The task = Wherever the string "roads" appears in the entries below, return the line that holds it.

Data shown =
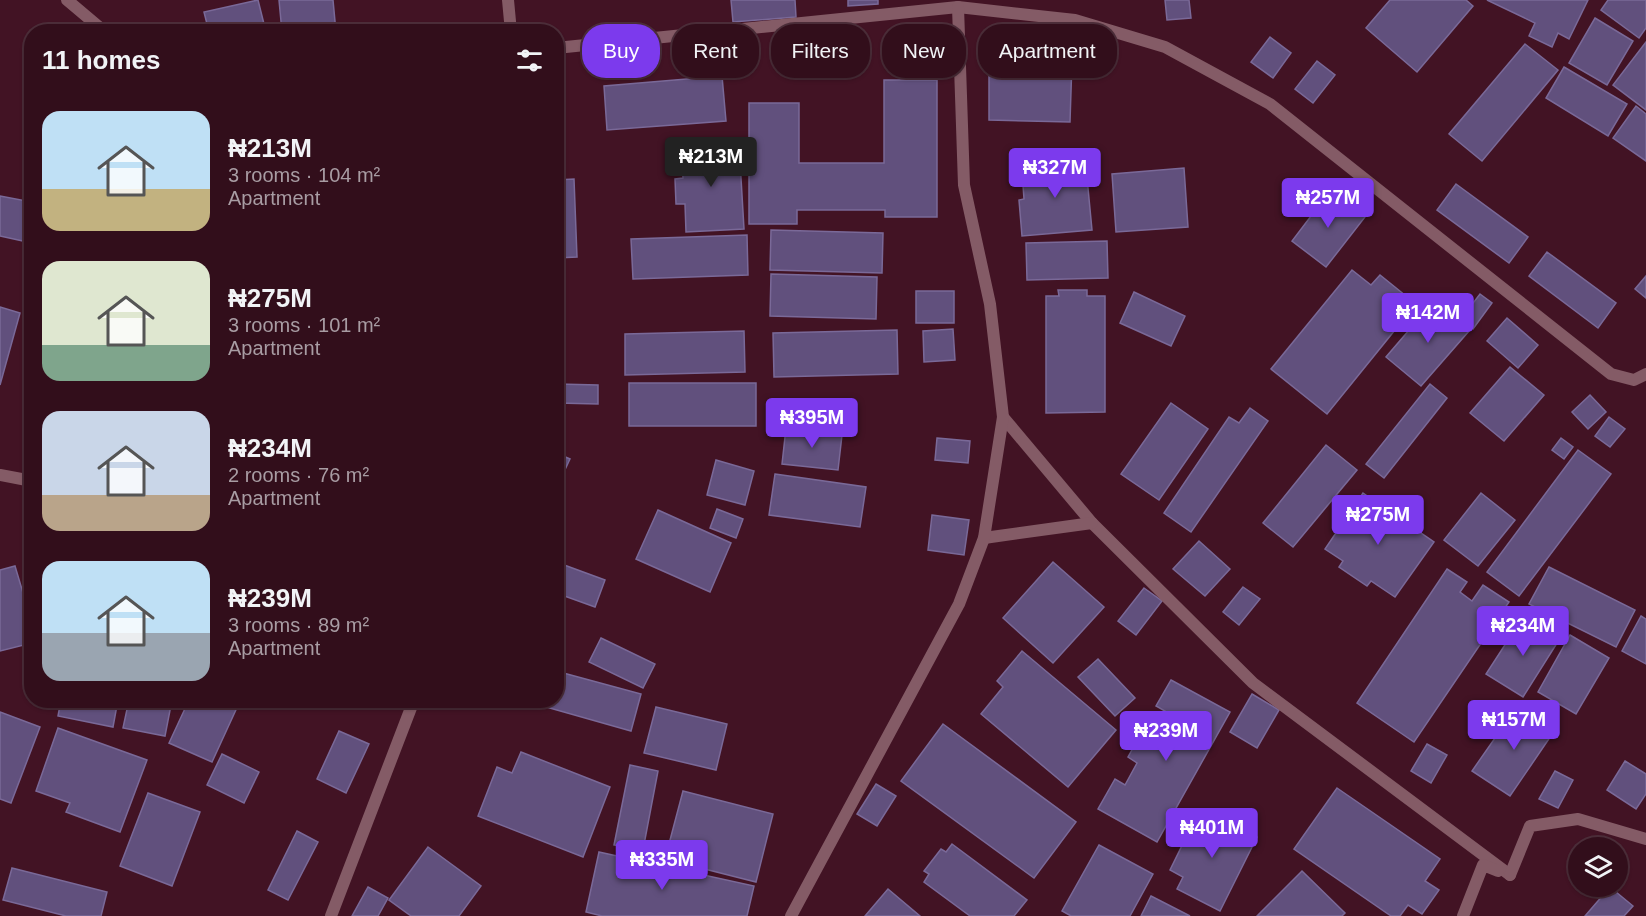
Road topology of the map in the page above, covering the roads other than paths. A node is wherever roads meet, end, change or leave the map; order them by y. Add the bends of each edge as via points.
1 (68, 0) edge
2 (508, 0) edge
3 (958, 7) junction
4 (96, 24) edge
5 (510, 24) edge
6 (564, 47) edge
7 (1646, 374) edge
8 (1003, 417) junction
9 (0, 475) edge
10 (24, 480) edge
11 (1092, 523) junction
12 (984, 538) junction
13 (411, 708) edge
14 (1646, 839) edge
15 (1510, 875) junction
16 (331, 916) edge
17 (791, 916) edge
18 (1463, 916) edge

1 - 4 street
2 - 5 street
3 - 6 street
3 - 7 street via 1075,20 1165,47 1269,104 1611,374 1635,380
3 - 8 street via 964,185 990,304
8 - 11 street
8 - 12 street
9 - 10 street
11 - 12 street
11 - 15 street via 1253,683
12 - 17 street via 959,604
13 - 16 street
14 - 15 street via 1578,819 1530,826
15 - 18 street via 1483,865

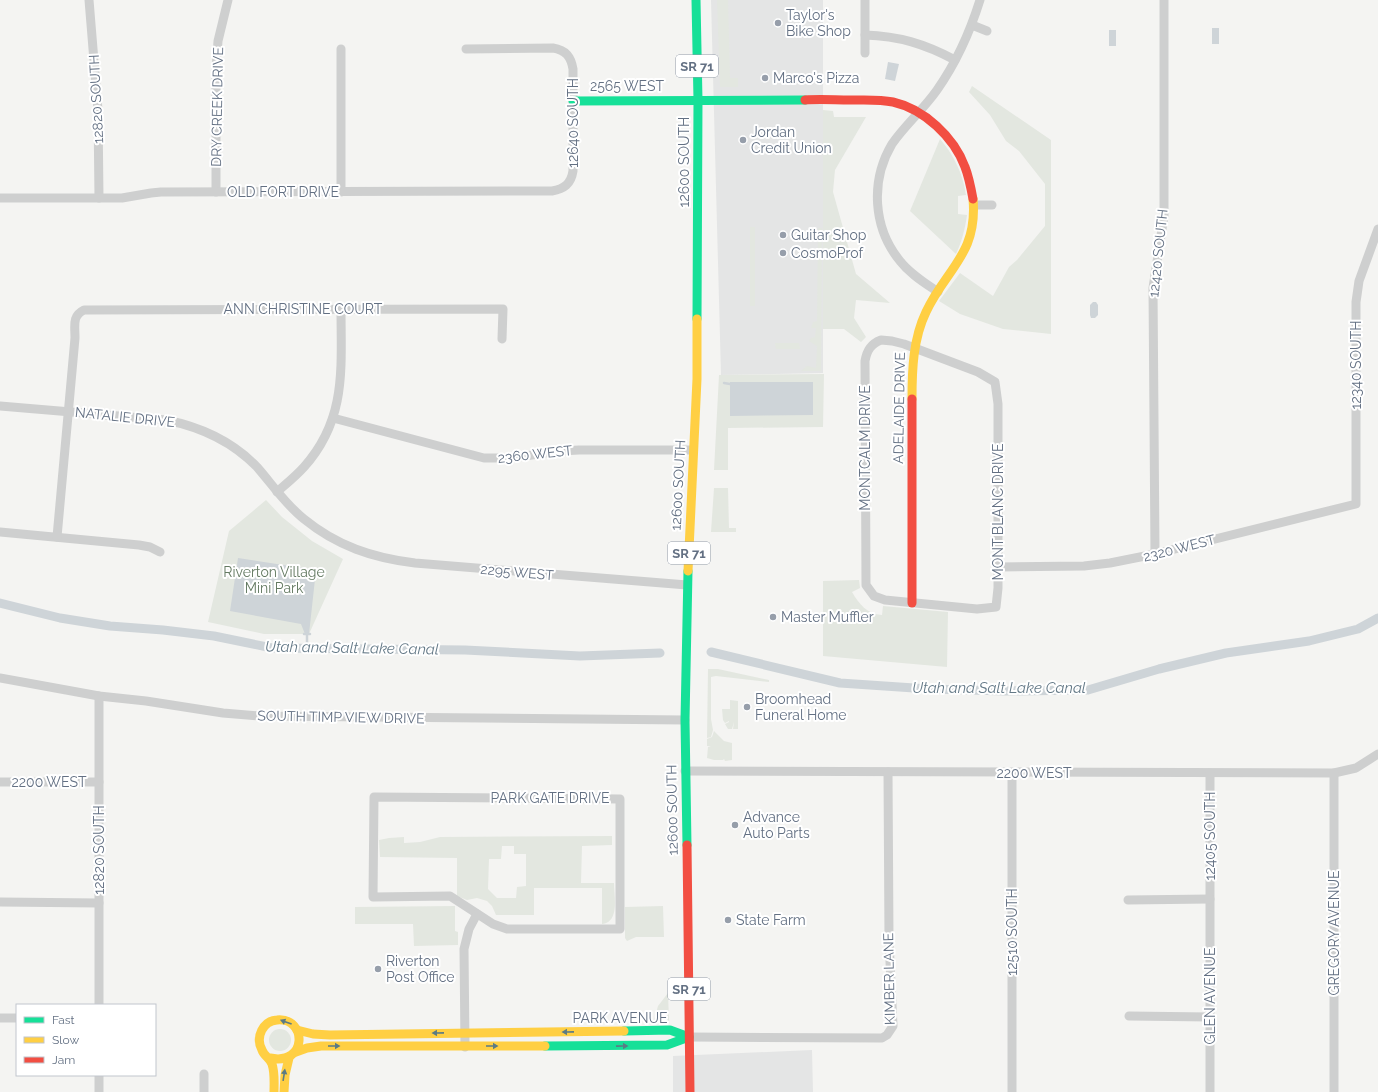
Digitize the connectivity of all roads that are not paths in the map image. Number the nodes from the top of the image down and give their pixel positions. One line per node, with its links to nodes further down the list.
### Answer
1 (89, 0): 21 (street, 12820 SOUTH)
2 (228, 0): 18 (street, DRY CREEK DRIVE)
3 (696, 0): 14 (street, 12600 SOUTH / SR 71)
4 (865, 0): 9 (street)
5 (980, 0): 7 (street)
6 (1164, 0): 39 (street, 12420 SOUTH)
7 (972, 25): 8 (street); 13 (street)
8 (987, 31)
9 (865, 35): 12 (street); 13 (street)
10 (341, 48): 19 (street)
11 (466, 48): 15 (street, 12640 SOUTH)
12 (865, 53)
13 (955, 60): 16 (street)
14 (698, 100): 15 (street, 2565 WEST); 16 (street, 2565 WEST); 32 (street, 12600 SOUTH / SR 71)
15 (573, 101): 17 (street, 12640 SOUTH)
16 (918, 114): 22 (street, ADELAIDE DRIVE); 25 (street)
17 (565, 187): 19 (street, OLD FORT DRIVE)
18 (216, 192): 19 (street, OLD FORT DRIVE); 21 (street, OLD FORT DRIVE)
19 (341, 192)
20 (0, 198): 21 (street, OLD FORT DRIVE)
21 (99, 198)
22 (974, 205): 23 (street); 25 (street, ADELAIDE DRIVE)
23 (992, 205)
24 (1378, 229): 34 (street, 12340 SOUTH)
25 (938, 292): 28 (street, ADELAIDE DRIVE)
26 (341, 309): 27 (street, ANN CHRISTINE COURT); 30 (street, ANN CHRISTINE COURT); 31 (street)
27 (502, 339)
28 (914, 349): 40 (street, MONT BLANC DRIVE); 42 (street, MONTCALM DRIVE); 43 (street, ADELAIDE DRIVE)
29 (0, 406): 30 (street, NATALIE DRIVE)
30 (68, 412): 33 (street, NATALIE DRIVE); 36 (street)
31 (333, 418): 32 (street, 2360 WEST); 33 (street)
32 (693, 450): 41 (street, 12600 SOUTH / SR 71)
33 (277, 492): 37 (street, NATALIE DRIVE)
34 (1356, 504): 39 (street, 2320 WEST)
35 (0, 532): 36 (street)
36 (57, 537): 38 (street)
37 (349, 547): 41 (street, 2295 WEST)
38 (160, 552)
39 (1155, 554): 40 (street, 2320 WEST)
40 (998, 567): 43 (street, MONT BLANC DRIVE)
41 (687, 585): 46 (street, 12600 SOUTH / SR 71)
42 (874, 596): 43 (street, MONT BLANC DRIVE)
43 (912, 603)
44 (0, 678): 45 (street, SOUTH TIMP VIEW DRIVE)
45 (99, 696): 46 (street, SOUTH TIMP VIEW DRIVE); 54 (street, 12820 SOUTH)
46 (685, 720): 48 (street, 12600 SOUTH / SR 71)
47 (1378, 754): 52 (street, 2200 WEST)
48 (685, 771): 49 (street, 2200 WEST); 67 (street, 12600 SOUTH / SR 71)
49 (888, 772): 50 (street, 2200 WEST); 67 (street, KIMBER LANE)
50 (1012, 773): 51 (street, 2200 WEST); 78 (street, 12510 SOUTH)
51 (1210, 773): 52 (street, 2200 WEST); 55 (street, 12405 SOUTH)
52 (1334, 773): 80 (street, GREGORY AVENUE)
53 (0, 782): 54 (street, 2200 WEST)
54 (99, 782): 58 (street, 12820 SOUTH)
55 (1210, 899): 56 (street); 62 (street, GLEN AVENUE)
56 (1128, 900)
57 (0, 902): 58 (street)
58 (99, 903): 60 (street, 12820 SOUTH)
59 (477, 914): 59 (street, PARK GATE DRIVE); 66 (street)
60 (99, 1004)
61 (1129, 1016): 62 (street)
62 (1210, 1017): 79 (street, GLEN AVENUE)
63 (0, 1018): 64 (street)
64 (16, 1018)
65 (297, 1030): 66 (street, PARK AVENUE, one-way to 65); 69 (street); 70 (street, PARK AVENUE, one-way to 70)
66 (465, 1033): 67 (street, PARK AVENUE, one-way to 66); 68 (street)
67 (690, 1037): 68 (street, PARK AVENUE, one-way to 67); 77 (street, 12600 SOUTH / SR 71)
68 (465, 1046): 69 (street, PARK AVENUE, one-way to 68)
69 (292, 1055): 70 (street, PARK AVENUE); 76 (street, one-way to 69)
70 (270, 1058): 75 (street, PARK AVENUE)
71 (204, 1074): 74 (street)
72 (99, 1076): 73 (street)
73 (99, 1092)
74 (204, 1092)
75 (274, 1092)
76 (284, 1092)
77 (690, 1092)
78 (1012, 1092)
79 (1210, 1092)
80 (1334, 1092)

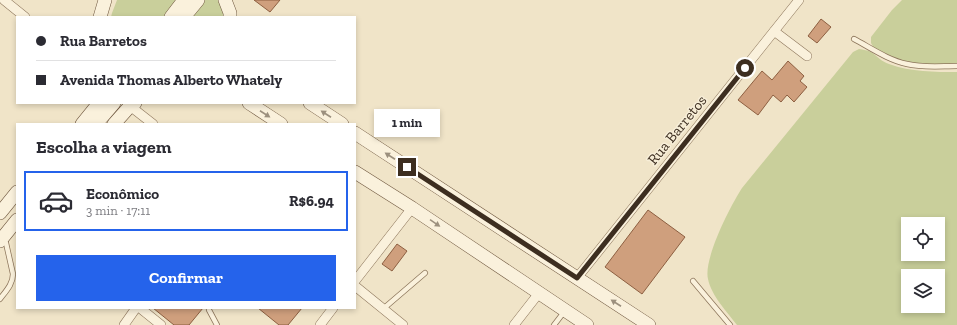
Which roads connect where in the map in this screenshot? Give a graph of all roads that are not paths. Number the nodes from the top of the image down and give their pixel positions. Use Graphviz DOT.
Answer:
graph roads {
  1 [pos="4,0"];
  2 [pos="105,0"];
  3 [pos="184,0"];
  4 [pos="198,0"];
  5 [pos="225,0"];
  6 [pos="799,0"];
  7 [pos="25,16"];
  8 [pos="100,16"];
  9 [pos="172,16"];
  10 [pos="185,16"];
  11 [pos="230,16"];
  12 [pos="774,31"];
  13 [pos="854,39"];
  14 [pos="807,56"];
  15 [pos="957,66"];
  16 [pos="87,104"];
  17 [pos="98,104"];
  18 [pos="113,104"];
  19 [pos="132,104"];
  20 [pos="251,104"];
  21 [pos="312,104"];
  22 [pos="72,123"];
  23 [pos="83,123"];
  24 [pos="97,123"];
  25 [pos="115,123"];
  26 [pos="152,123"];
  27 [pos="279,123"];
  28 [pos="340,123"];
  29 [pos="356,134"];
  30 [pos="356,173"];
  31 [pos="16,193"];
  32 [pos="16,203"];
  33 [pos="412,208"];
  34 [pos="0,213"];
  35 [pos="0,222"];
  36 [pos="16,222"];
  37 [pos="16,233"];
  38 [pos="2,244"];
  39 [pos="425,273"];
  40 [pos="577,278"];
  41 [pos="356,280"];
  42 [pos="693,282"];
  43 [pos="356,287"];
  44 [pos="539,293"];
  45 [pos="0,299"];
  46 [pos="135,309"];
  47 [pos="141,309"];
  48 [pos="333,309"];
  49 [pos="383,309"];
  50 [pos="209,310"];
  51 [pos="565,310"];
  52 [pos="124,325"];
  53 [pos="161,325"];
  54 [pos="217,325"];
  55 [pos="320,325"];
  56 [pos="403,325"];
  57 [pos="514,325"];
  58 [pos="554,325"];
  59 [pos="587,325"];
  60 [pos="649,325"];
  61 [pos="730,325"];
  1 -- 7 [label="street"];
  2 -- 8 [label="main road"];
  3 -- 9 [label="main road"];
  4 -- 10 [label="main road"];
  5 -- 11 [label="main road"];
  6 -- 12 [label="street, Rua Barretos"];
  12 -- 14 [label="street"];
  12 -- 40 [label="street, Rua Barretos"];
  13 -- 15 [label="lane"];
  16 -- 22 [label="main road"];
  17 -- 23 [label="main road"];
  18 -- 24 [label="main road"];
  19 -- 25 [label="main road"];
  19 -- 26 [label="street"];
  20 -- 27 [label="main road, one-way"];
  28 -- 21 [label="main road, one-way"];
  40 -- 29 [label="main road, one-way"];
  30 -- 33 [label="main road"];
  31 -- 34 [label="main road"];
  32 -- 35 [label="main road"];
  33 -- 41 [label="street"];
  33 -- 44 [label="main road, one-way"];
  36 -- 38 [label="main road"];
  37 -- 38 [label="main road"];
  38 -- 45 [label="lane"];
  39 -- 49 [label="lane"];
  60 -- 40 [label="main road, one-way"];
  42 -- 61 [label="lane"];
  43 -- 49 [label="street"];
  44 -- 51 [label="main road"];
  44 -- 57 [label="street"];
  46 -- 52 [label="street"];
  47 -- 53 [label="street"];
  48 -- 55 [label="street"];
  49 -- 56 [label="street"];
  50 -- 54 [label="lane"];
  51 -- 58 [label="lane"];
  51 -- 59 [label="main road"];
}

Response below =
Road topology of the map in the page above, covering the roads other than paths. A node is wherever roads meet, end, change or leave the map; order them by y. Add the bends of each edge as via points.
Digitize the connectivity of all roads that are not paths in the map image. Number the nodes from the top of the image down and give their pixel positions. One line per node, with its links to nodes further down the list.
Which roads connect where in the map in this screenshot? Give a graph of all roads that are not paths. Number the nodes from the top of the image down and give their pixel positions. Use Graphviz DOT.
graph roads {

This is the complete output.